|Year : 2020 | Volume
| Issue : 3 | Page : 193-196
Evaluation of burn sepsis with reference to platelet count as a prognostic indicator
Surya Prakash1, Chhaya Rani Shevra2, Dwijendra Nath2
1 Department of Surgery, Maharani Laxmi Bai Medical College, Jhansi, Uttar Pradesh, India
2 Department of Pathology, Maharani Laxmi Bai Medical College, Jhansi, Uttar Pradesh, India
|Date of Submission||22-May-2019|
|Date of Acceptance||17-Apr-2020|
|Date of Web Publication||25-Jan-2021|
Chhaya Rani Shevra
Department of Pathology, MLB, Medical College, Jhansi - 284 128, Uttar Pradesh
Source of Support: None, Conflict of Interest: None
Background: Burn is the oldest form of injury to inflict humankind, and infection is a major challenge in the management of burn patients and is a leading cause of morbidity and mortality. The onset of standard clinical indicators of sepsis is known to be delayed and is preceded by fall in platelet count. Thus, the declining platelet count in burn patients is useful prognostic indicator Aim: The following study is undertaken to examine the value of platelet count in predicting the development of sepsis and outcome. Settings and Designs: This was a retrospective study. Materials and Methods: The present study was conducted with eighty-four patients of burn. Routine investigation was done for all the patients. Total platelet count was calculated manually in 84 cases of burn patients. Results: A consistent correlation was noticed between the total platelet count, the presence of burn wound sepsis, and the final outcome. The Platelet count decreased initially in all cases of burn wound sepsis and later on got normal in those who survived while got more decreased in non survivors. Conclusion: Thus the declining platelet count in burn patients is useful prognostic indicator.

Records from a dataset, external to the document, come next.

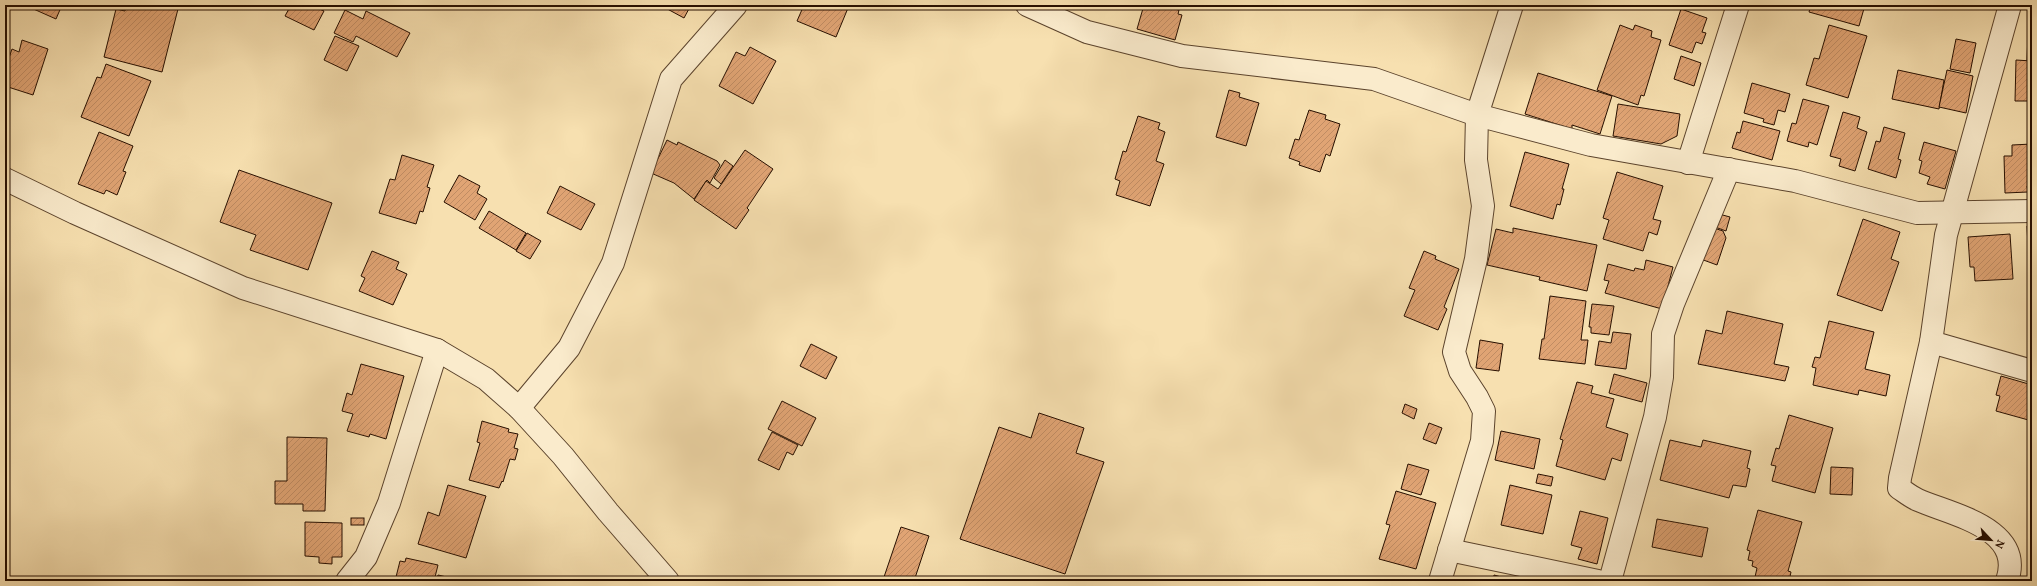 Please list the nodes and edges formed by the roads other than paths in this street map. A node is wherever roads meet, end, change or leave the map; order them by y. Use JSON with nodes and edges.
{"nodes":[{"id":1,"x":736,"y":5,"type":"edge"},
{"id":2,"x":1027,"y":5,"type":"edge"},
{"id":3,"x":1512,"y":5,"type":"edge"},
{"id":4,"x":1738,"y":5,"type":"edge"},
{"id":5,"x":2010,"y":5,"type":"edge"},
{"id":6,"x":1476,"y":115,"type":"junction"},
{"id":7,"x":1688,"y":162,"type":"junction"},
{"id":8,"x":1729,"y":170,"type":"junction"},
{"id":9,"x":5,"y":179,"type":"edge"},
{"id":10,"x":2032,"y":211,"type":"edge"},
{"id":11,"x":1952,"y":213,"type":"junction"},
{"id":12,"x":1931,"y":342,"type":"junction"},
{"id":13,"x":437,"y":350,"type":"junction"},
{"id":14,"x":2032,"y":371,"type":"edge"},
{"id":15,"x":519,"y":408,"type":"junction"},
{"id":16,"x":1449,"y":550,"type":"junction"},
{"id":17,"x":347,"y":581,"type":"edge"},
{"id":18,"x":668,"y":581,"type":"edge"},
{"id":19,"x":1440,"y":581,"type":"edge"},
{"id":20,"x":1598,"y":581,"type":"edge"},
{"id":21,"x":1610,"y":581,"type":"edge"},
{"id":22,"x":2008,"y":581,"type":"edge"}],
"edges":[{"from":1,"to":15,"type":"street"},
{"from":2,"to":6,"type":"street"},
{"from":3,"to":6,"type":"street"},
{"from":4,"to":7,"type":"street"},
{"from":5,"to":11,"type":"street"},
{"from":6,"to":7,"type":"street"},
{"from":6,"to":16,"type":"street"},
{"from":7,"to":8,"type":"street"},
{"from":8,"to":11,"type":"street"},
{"from":8,"to":21,"type":"street"},
{"from":9,"to":13,"type":"street"},
{"from":10,"to":11,"type":"street"},
{"from":11,"to":12,"type":"street"},
{"from":12,"to":14,"type":"street"},
{"from":12,"to":22,"type":"street"},
{"from":13,"to":15,"type":"street"},
{"from":13,"to":17,"type":"street"},
{"from":15,"to":18,"type":"street"},
{"from":16,"to":19,"type":"street"},
{"from":16,"to":20,"type":"street"}]}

Keywords: Burn, platelet, sepsis
|How to cite this article:|
Prakash S, Shevra CR, Nath D. Evaluation of burn sepsis with reference to platelet count as a prognostic indicator. CHRISMED J Health Res 2020;7:193-6
|How to cite this URL:|
Prakash S, Shevra CR, Nath D. Evaluation of burn sepsis with reference to platelet count as a prognostic indicator. CHRISMED J Health Res [serial online] 2020 [cited 2022 Aug 17];7:193-6. Available from: https://www.cjhr.org/text.asp?2020/7/3/193/307824
| Introduction|| |
The problem of burns is as ancient as the time attempted to use fire. Burn has caused great suffering to humankind physically, socially as well as economically and remains a major health problem throughout the world. Thermal burns are caused by application of heat to the body. The degree of resulting burn injury is dependent on the intensity and duration of this heat application and conductivity of tissue involved congested living conditions and wearing loose garments cause burns from wood stores (Angithi), kerosene stoves, kerosene lamps, and leaking LPG cylinders.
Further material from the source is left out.